Sinan Aygün'e ait TOGO Kuleleri ile ilgili dava açarak yürütmesini durduran Ankara Mimarlar Odası’nın, Kırşehir Hükümet Konağı’nın yurda dönüştürülmesini durmak için Kırşehir Çevre ve Şehircilik İl Müdürlüğü hakkında Yozgat İdare Mahkemesi’ne açtığı dava dilekçesinde şu ifadelere yer verildi: 
I. Türk Mühendis ve Mimar Odaları Birliği (TMMOB) Mimarlar Odası, Anayasa’nın 135. Maddesi ile 6235 ve 3458 sayılı yasalara göre kurulan TMMOB’ye bağlı, kamu kurumu niteliğinde meslek örgütüdür. Anayasa’nın 135. Maddesinde Kamu Kurumu niteliğindeki meslek kuruluşlarının kamu tüzelkişiliğini haiz oldukları belirtilmiş olup aynı zamanda kuruluş amaçları da tanımlanmıştır. Bu amaçlar, belli bir mesleğe mensup olanların müşterek
ihtiyaçlarını karşılamak, meslekî faaliyetlerini kolaylaştırmak, mesleğin genel menfaatlere uygun olarak gelişmesini sağlamak, meslek mensuplarının birbirleri ile ve halk ile olan ilişkilerinde dürüstlüğü ve güveni hâkim kılmak üzere meslek disiplini ve ahlakını korumak olarak tanımlanmışlardır.

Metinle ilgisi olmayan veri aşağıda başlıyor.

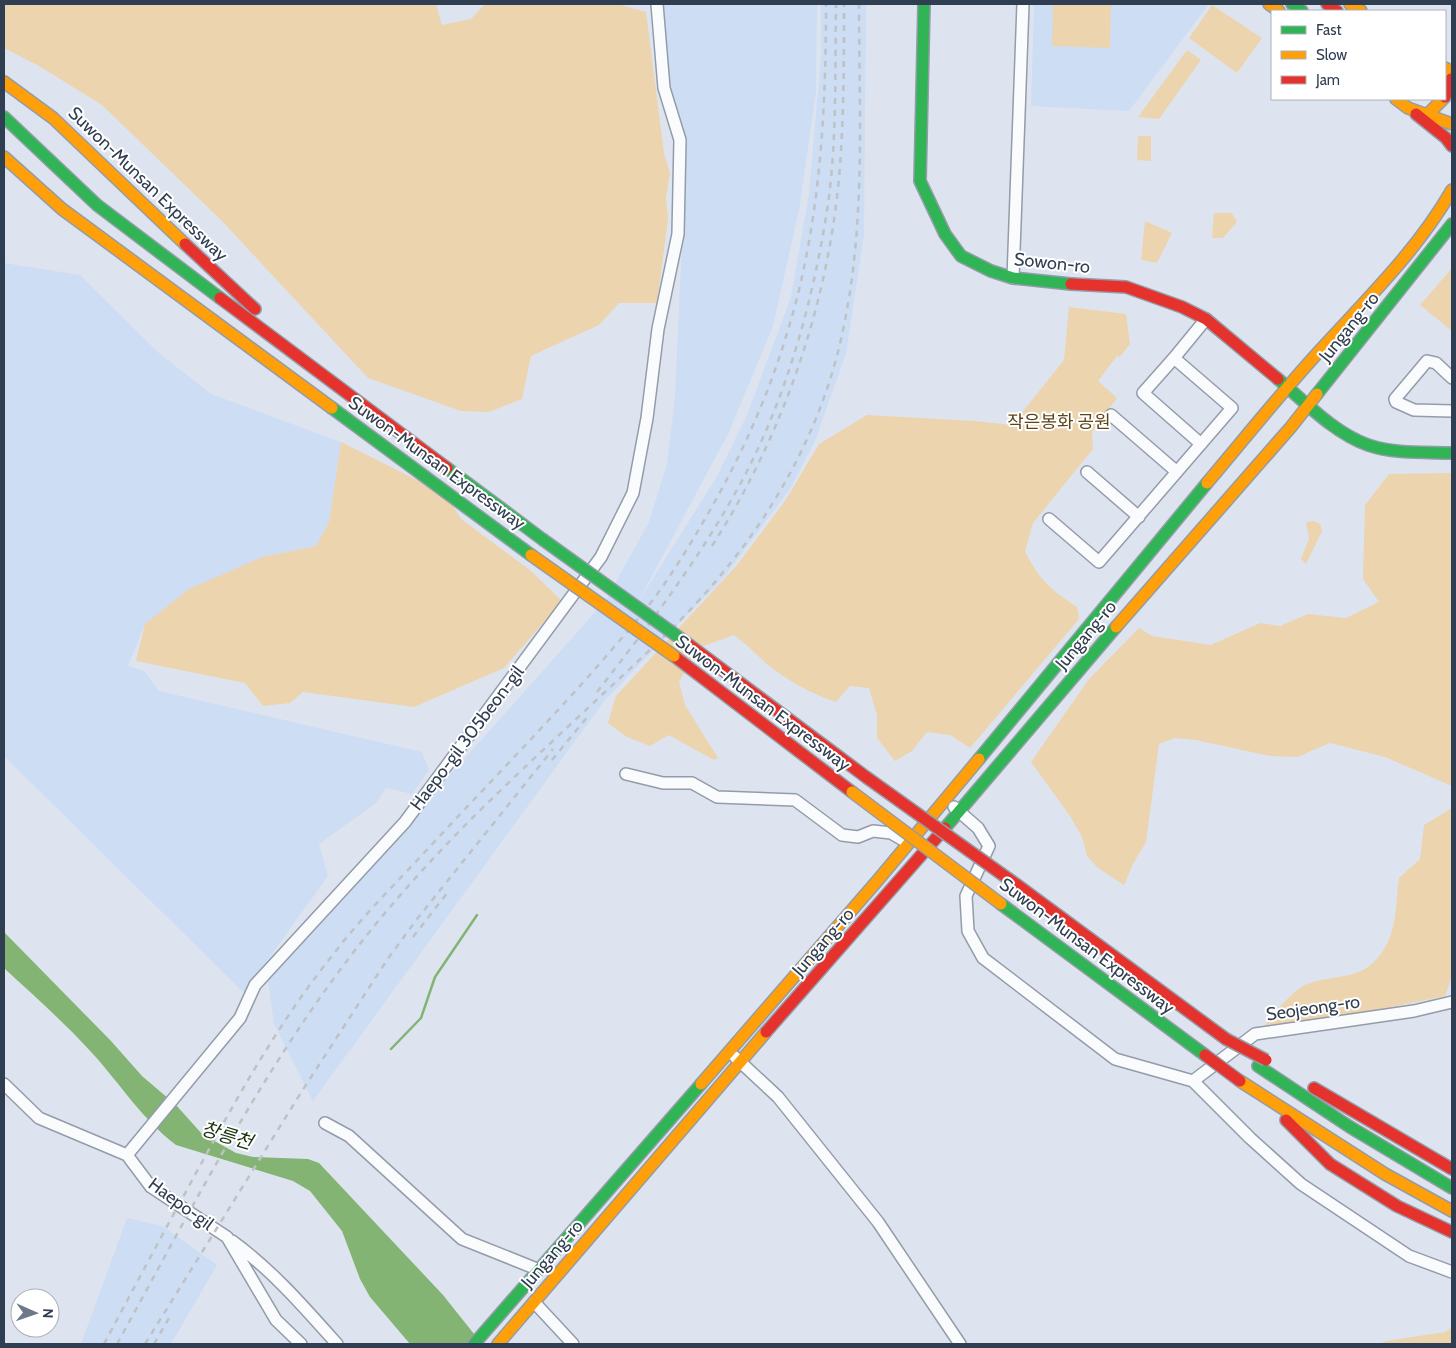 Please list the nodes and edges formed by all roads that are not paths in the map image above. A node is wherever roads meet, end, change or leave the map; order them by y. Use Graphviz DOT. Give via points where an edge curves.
graph roads {
  1 [pos="657,4"];
  2 [pos="924,4"];
  3 [pos="1023,4"];
  4 [pos="1450,76"];
  5 [pos="4,82"];
  6 [pos="1446,91"];
  7 [pos="1397,100"];
  8 [pos="1442,100"];
  9 [pos="1408,108"];
  10 [pos="1428,114"];
  11 [pos="4,117"];
  12 [pos="1452,124"];
  13 [pos="1452,146"];
  14 [pos="4,157"];
  15 [pos="12,181"];
  16 [pos="1452,181"];
  17 [pos="1451,192"];
  18 [pos="62,209"];
  19 [pos="1452,224"];
  20 [pos="1013,278"];
  21 [pos="1206,320"];
  22 [pos="1174,358"];
  23 [pos="330,378"];
  24 [pos="1452,378"];
  25 [pos="1289,389"];
  26 [pos="1309,404"];
  27 [pos="1452,411"];
  28 [pos="1111,415"];
  29 [pos="1201,444"];
  30 [pos="1452,453"];
  31 [pos="1087,472"];
  32 [pos="1177,472"];
  33 [pos="1138,517"];
  34 [pos="1049,519"];
  35 [pos="626,774"];
  36 [pos="945,800"];
  37 [pos="960,812"];
  38 [pos="909,844"];
  39 [pos="1452,1002"];
  40 [pos="729,1050"];
  41 [pos="740,1062"];
  42 [pos="1262,1063"];
  43 [pos="1193,1081"];
  44 [pos="4,1084"];
  45 [pos="1258,1092"];
  46 [pos="325,1123"];
  47 [pos="127,1155"];
  48 [pos="1452,1169"];
  49 [pos="1452,1188"];
  50 [pos="1452,1211"];
  51 [pos="1452,1232"];
  52 [pos="227,1237"];
  53 [pos="537,1270"];
  54 [pos="1452,1272"];
  55 [pos="531,1306"];
  56 [pos="300,1344"];
  57 [pos="337,1344"];
  58 [pos="474,1344"];
  59 [pos="498,1344"];
  60 [pos="573,1344"];
  61 [pos="960,1344"];
  1 -- 47 [label="street, Haepo-gil 305beon-gil" via="664,88 680,140 678,234 658,329 633,493 601,557 404,822 255,985 240,1018"];
  2 -- 20 [label="main road, Sowon-ro" via="920,181 945,234 961,256 991,272"];
  3 -- 20 [label="street"];
  4 -- 6 [label="main road"];
  5 -- 23 [label="main road, Suwon-Munsan Expressway" via="54,119"];
  7 -- 9 [label="main road"];
  8 -- 10 [label="main road"];
  9 -- 10 [label="main road"];
  9 -- 13 [label="main road"];
  10 -- 12 [label="main road"];
  11 -- 23 [label="main road, Suwon-Munsan Expressway" via="96,205"];
  14 -- 18 [label="main road, Suwon-Munsan Expressway"];
  15 -- 18 [label="main road, Suwon-Munsan Expressway"];
  16 -- 17 [label="main road"];
  17 -- 25 [label="main road, Jungang-ro" via="1412,251 1308,363"];
  18 -- 45 [label="main road, Suwon-Munsan Expressway, bridge" via="531,555 674,656 1001,904"];
  19 -- 26 [label="main road, Jungang-ro"];
  20 -- 21 [label="main road, Sowon-ro" via="1126,287 1182,307"];
  21 -- 22 [label="street"];
  21 -- 25 [label="main road, Sowon-ro"];
  22 -- 29 [label="street" via="1143,393"];
  22 -- 29 [label="street" via="1232,408"];
  23 -- 42 [label="main road, Suwon-Munsan Expressway, bridge" via="542,539"];
  24 -- 27 [label="street" via="1436,363 1427,361 1395,399 1414,410"];
  25 -- 26 [label="main road, Sowon-ro"];
  25 -- 36 [label="main road, Jungang-ro" via="1269,409"];
  26 -- 30 [label="main road" via="1339,430 1368,445"];
  26 -- 37 [label="main road, Jungang-ro"];
  28 -- 32 [label="street"];
  29 -- 32 [label="street"];
  31 -- 33 [label="street"];
  32 -- 33 [label="street"];
  33 -- 34 [label="street" via="1099,562"];
  35 -- 38 [label="street" via="663,782 692,783 717,797 795,800 842,835 858,837 873,831 890,833"];
  36 -- 37 [label="street"];
  36 -- 38 [label="main road, Jungang-ro"];
  37 -- 41 [label="main road, Jungang-ro"];
  37 -- 43 [label="street" via="978,828 989,846 966,896 968,931 983,958 1115,1059"];
  38 -- 40 [label="main road, Jungang-ro"];
  39 -- 43 [label="street, Seojeong-ro" via="1414,1011 1255,1034"];
  40 -- 41 [label="street"];
  40 -- 53 [label="main road, Jungang-ro"];
  41 -- 55 [label="main road, Jungang-ro"];
  41 -- 61 [label="street" via="778,1097 878,1222"];
  42 -- 48 [label="main road" via="1304,1082"];
  42 -- 49 [label="main road, Suwon-Munsan Expressway" via="1350,1127"];
  43 -- 54 [label="street" via="1301,1184 1409,1256"];
  44 -- 47 [label="street" via="39,1118"];
  45 -- 50 [label="main road, Suwon-Munsan Expressway" via="1385,1174"];
  45 -- 51 [label="main road" via="1330,1164 1397,1206"];
  46 -- 53 [label="street, Jungang-ro" via="349,1136 462,1239"];
  47 -- 52 [label="street, Haepo-gil" via="151,1187"];
  52 -- 56 [label="street, Haepo-gil" via="276,1320"];
  52 -- 57 [label="street" via="294,1294"];
  53 -- 58 [label="main road, Jungang-ro"];
  55 -- 59 [label="main road, Jungang-ro"];
  55 -- 60 [label="street"];
}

“Anayasa, Kanun ve Oda yönetmeliklerinde belirtildiği gibi davacı oda, mesleğin ve meslektaşların hak ve çıkarlarını korumak, şehir planları ve uygulamalarının, planlama esaslarına, şehircilik ilkelerine ve kamu yararına uygun yapılmasını denetlemek, bu konudaki eksiklikleri, yanlışlıkları ortadan kaldırmak için gerekli çalışmaları yapmakla yükümlüdür.
Davacı Oda, ilgili bakanlık, kamu kurumları, belediyeler ve diğer kuruluş ve makamlarla ilişki içerisinde ülkemizin sağlıklı ve düzenli kentleşmesi, kent planlarının şehircilik esaslarına ve meslek ilkelerine uygun yapılması için; yazışma, görüşme girişimleriyle düzeltilmesini başaramadığı hatalı plan, karar ve uygulamaları yargıya götürmekte, yargı yoluyla çabalarını sürdürmektedir. Davacı Oda, kurulduğu günden bu yana, kanunlara, şehircilik bilimine ve kamu yararına aykırı olan plan ve uygulamalara karsı gerektiğinde yasal süreçleri de izleyerek görevlerini yerine getirmekle yükümlüdür ve somut davayı da bu nedenle açmaktadır. Kırşehir ili, müvekkil Şube hinterlandındadır.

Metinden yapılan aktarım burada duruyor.